With recent advances in both neurosciences and learning psychologies, researchers have honed in on how we can effectively learn. However, it hasn’t come to pass yet that this new knowledge has translated to the classroom, and it may be some time before we see teachers implement methods that embrace these learnings.
Times tables are facts that are not really taught well at school. It takes a couple of years for children to learn them with automaticity, and usually this is achieved by rote. While there is a lot of negative research on rote learning, we have to accept the fact that in school time, this is the most common method teachers will use to get kids to learn their multiplication products. Some of the main issues with rote learning your times table include:
1. It locks you into learning in series. Quite often if a child is asked, “What is 5 x 7?” they have to start at 1 x 7 and work their way up to 5 x 7. It’s like learning the words in a song – you have to sing the lines before the line you are looking for to get it right.
2. There is increasing evidence it doesn’t stick in your long term memory. This article on rote learning limitations from the Conversation is a great brief on the issue.
In practicality though, the latest research shows that if you learn using both fast (visual/spatial) and slow (strategic) processes, you will have a greater understanding and application of the knowledge. Brain researchers (in particular, Park & Brannon, 2013) have found that the students who are most successful with number problems are those who are using different brain pathways – one that is numerical and symbolic and the other that involves more intuitive and spatial reasoning.

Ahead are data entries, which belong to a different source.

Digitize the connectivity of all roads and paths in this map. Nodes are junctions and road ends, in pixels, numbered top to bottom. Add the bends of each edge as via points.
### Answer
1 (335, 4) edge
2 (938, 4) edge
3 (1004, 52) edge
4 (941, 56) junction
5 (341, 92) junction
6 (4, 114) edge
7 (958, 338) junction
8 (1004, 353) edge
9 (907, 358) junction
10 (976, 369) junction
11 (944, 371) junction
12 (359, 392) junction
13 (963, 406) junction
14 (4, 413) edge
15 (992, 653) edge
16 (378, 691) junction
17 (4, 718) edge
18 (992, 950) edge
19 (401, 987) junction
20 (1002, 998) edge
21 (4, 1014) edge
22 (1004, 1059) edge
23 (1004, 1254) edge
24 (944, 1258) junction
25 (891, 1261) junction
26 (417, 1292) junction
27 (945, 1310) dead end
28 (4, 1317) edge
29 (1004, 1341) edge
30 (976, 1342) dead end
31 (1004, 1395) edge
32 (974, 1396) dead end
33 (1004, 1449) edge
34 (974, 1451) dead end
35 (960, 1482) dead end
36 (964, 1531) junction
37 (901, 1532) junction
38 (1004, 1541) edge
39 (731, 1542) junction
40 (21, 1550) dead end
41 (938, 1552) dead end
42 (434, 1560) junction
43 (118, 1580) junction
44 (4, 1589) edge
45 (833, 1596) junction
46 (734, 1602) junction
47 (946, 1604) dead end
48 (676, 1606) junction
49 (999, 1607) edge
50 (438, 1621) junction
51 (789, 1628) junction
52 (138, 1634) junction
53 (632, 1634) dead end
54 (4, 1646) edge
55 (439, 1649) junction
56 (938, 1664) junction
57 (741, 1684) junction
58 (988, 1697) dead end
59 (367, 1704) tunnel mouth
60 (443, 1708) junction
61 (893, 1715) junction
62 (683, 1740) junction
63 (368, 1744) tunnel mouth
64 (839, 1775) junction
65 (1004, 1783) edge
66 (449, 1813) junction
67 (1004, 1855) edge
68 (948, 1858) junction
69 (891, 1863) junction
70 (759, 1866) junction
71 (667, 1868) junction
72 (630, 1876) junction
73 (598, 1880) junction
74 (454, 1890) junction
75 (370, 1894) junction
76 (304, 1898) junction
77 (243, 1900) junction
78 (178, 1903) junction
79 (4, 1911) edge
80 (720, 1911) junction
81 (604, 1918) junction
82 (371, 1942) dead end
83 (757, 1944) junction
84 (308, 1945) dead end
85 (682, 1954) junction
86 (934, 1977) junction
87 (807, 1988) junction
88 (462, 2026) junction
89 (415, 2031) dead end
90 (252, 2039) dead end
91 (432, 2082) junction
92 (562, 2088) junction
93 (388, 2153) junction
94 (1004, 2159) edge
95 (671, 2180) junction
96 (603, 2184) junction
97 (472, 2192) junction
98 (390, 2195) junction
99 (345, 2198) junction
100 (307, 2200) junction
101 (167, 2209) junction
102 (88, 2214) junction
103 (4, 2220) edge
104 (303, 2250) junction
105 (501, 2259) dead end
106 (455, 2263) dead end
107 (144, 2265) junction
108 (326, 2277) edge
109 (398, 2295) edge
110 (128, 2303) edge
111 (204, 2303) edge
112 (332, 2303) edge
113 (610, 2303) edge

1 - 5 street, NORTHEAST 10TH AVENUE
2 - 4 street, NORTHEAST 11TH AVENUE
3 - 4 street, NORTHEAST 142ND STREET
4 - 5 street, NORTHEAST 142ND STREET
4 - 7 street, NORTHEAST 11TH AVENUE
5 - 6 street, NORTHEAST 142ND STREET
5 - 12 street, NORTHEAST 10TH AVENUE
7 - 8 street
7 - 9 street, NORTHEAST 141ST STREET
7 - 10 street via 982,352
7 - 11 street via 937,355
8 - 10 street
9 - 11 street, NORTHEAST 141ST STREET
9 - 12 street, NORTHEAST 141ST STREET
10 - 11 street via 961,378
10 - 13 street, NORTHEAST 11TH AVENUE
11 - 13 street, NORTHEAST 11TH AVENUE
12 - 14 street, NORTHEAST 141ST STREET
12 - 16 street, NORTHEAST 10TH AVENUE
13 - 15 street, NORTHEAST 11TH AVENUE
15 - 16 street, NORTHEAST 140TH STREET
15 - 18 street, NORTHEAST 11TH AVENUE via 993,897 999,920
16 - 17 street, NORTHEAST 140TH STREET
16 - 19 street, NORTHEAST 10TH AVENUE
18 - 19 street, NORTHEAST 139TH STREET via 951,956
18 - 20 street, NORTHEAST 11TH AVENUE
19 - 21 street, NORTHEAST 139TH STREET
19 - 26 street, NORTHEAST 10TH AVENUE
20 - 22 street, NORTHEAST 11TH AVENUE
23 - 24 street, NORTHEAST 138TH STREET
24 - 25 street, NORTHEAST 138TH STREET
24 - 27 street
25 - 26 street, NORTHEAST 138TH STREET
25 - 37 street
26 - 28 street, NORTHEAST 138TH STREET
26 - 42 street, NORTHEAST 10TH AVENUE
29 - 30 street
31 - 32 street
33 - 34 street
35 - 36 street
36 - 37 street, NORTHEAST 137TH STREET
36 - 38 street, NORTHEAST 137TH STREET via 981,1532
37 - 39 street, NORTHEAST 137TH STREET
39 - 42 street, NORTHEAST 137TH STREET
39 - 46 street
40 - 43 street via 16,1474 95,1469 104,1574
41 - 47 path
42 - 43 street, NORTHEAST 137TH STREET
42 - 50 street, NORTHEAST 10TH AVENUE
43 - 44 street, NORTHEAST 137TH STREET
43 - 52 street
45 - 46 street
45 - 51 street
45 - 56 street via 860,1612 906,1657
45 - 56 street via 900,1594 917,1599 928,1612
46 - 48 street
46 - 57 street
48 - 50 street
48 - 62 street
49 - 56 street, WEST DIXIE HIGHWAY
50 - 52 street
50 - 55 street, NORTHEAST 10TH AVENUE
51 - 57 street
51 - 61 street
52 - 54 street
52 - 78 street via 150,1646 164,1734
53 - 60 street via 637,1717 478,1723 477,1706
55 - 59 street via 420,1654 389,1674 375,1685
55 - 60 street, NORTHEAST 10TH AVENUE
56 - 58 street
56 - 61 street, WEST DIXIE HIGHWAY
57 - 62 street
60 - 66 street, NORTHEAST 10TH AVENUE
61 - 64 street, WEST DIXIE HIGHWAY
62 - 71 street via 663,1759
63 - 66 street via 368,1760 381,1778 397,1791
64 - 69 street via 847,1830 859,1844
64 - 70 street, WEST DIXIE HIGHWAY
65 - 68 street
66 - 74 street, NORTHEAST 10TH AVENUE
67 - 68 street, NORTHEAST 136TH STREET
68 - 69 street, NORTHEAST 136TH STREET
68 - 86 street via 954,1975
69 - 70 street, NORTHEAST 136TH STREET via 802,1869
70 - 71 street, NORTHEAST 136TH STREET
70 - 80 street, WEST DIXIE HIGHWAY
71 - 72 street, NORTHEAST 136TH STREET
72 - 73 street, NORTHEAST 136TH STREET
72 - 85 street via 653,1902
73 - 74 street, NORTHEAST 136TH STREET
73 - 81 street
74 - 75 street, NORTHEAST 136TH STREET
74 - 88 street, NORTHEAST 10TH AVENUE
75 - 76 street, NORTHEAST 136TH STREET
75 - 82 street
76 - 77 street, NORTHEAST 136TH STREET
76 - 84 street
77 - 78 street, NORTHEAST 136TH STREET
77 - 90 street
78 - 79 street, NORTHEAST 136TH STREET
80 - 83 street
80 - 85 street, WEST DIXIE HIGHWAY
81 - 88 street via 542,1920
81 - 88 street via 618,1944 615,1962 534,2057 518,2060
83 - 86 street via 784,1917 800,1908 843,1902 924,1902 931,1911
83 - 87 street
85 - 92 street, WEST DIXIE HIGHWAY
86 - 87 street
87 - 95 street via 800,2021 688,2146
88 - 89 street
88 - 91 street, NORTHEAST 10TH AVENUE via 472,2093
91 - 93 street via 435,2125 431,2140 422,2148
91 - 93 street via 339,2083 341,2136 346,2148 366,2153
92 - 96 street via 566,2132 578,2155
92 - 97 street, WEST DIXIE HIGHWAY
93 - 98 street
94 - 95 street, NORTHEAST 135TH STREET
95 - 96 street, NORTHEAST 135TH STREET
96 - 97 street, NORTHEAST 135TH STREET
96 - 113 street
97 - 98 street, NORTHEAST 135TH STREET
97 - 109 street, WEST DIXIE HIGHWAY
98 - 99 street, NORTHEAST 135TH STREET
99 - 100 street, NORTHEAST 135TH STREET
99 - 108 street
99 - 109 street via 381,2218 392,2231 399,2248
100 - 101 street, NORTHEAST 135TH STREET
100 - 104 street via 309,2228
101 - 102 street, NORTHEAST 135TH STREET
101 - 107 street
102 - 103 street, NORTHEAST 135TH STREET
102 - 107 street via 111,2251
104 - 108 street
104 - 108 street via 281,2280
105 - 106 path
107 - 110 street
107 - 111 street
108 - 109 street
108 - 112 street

Fluency without Fear by Dr Jo Boaler from YouCubed at Stanford University is also a wonderful read specific to learning mathematics in primary years. YouCubed is not affiliated with Bendy Brains, but is highly recommended for further reading.
Real Times Tables – Make It Stick! Kickstarter
We know from anecdotal experience that placing educational charts in highly visible areas of your home are a great way for the information to sink in – this is nothing new. The child is in a relaxed frame of mind while viewing (eating breakfast, on the toilet, hanging out on their beds) so the information sinks in faster and with strength, and those hooks can be carried back to school and used. There are plenty of multiplication charts around, but all they do is list the times tables, or use a matrix of multiplication facts that don’t relate to the consequential numbers on the axes. Any child staring at them will just see a list of numbers. In order to increase understanding in the student we need to highlight the patterns in times tables in reference to a common base, so they can see the links between the times tables.
The Real Times Tables- Make It Stick! posters uses visual and spatial recognition to reinforce the rote learning and strategic work the children are doing at school. It is an A1 sturdy poster with a grid of numbers mapped 1-150. 1 starts at the bottom left in rows of 10, and increases up to 150 at the top right. As you increase numbers, you stack higher, just like the physical world works.
Using a clamp system the child can pick a times table – say 5 – and put a pre-printed A1 clear film over the top of the grid. This shows in pattern and tacets in the times table visually. Each times table has its own pattern.
This way the child builds up a mental model in their mind of the visual pattern of the table. It increases understanding of how the tables work, and therefore transfers the data to their long term memory. Each set comes with a grid base, a 2, 3, 4, 5, 6, 7, 8, 9, 10, 11, and 12 times table overlay, and a prime number overlay as a bonus. The layers can be built up: if you put the 4x table over the 2x table the child can see the relationships between the two. The 2, 3, 4, 6 and 12 times tables combine beautifully. Tables that are related use a similar style to cement the relationship using Gestalt principles.
It is important these charts are kept in a highly visually accessible area. As a result, much design time has been spent on the look and feel of these posters so that not only do they fulfil a clear spatial requirement to reinforce the times table, but so they are aesthetic enough to display in common areas. Many educational posters are hidden behind toilet doors or in ‘quiet corners’ as they are garish and use colour palettes that aren’t traditionally found in the home (in particular, the primary colours).
Educational materials can be visually appealing without looking like a crèche artwork. Ours come in a few styles, allowing the customer to customise to their home or child’s bedroom. There are also very block, simple posters which are more durable that can be used in the classroom.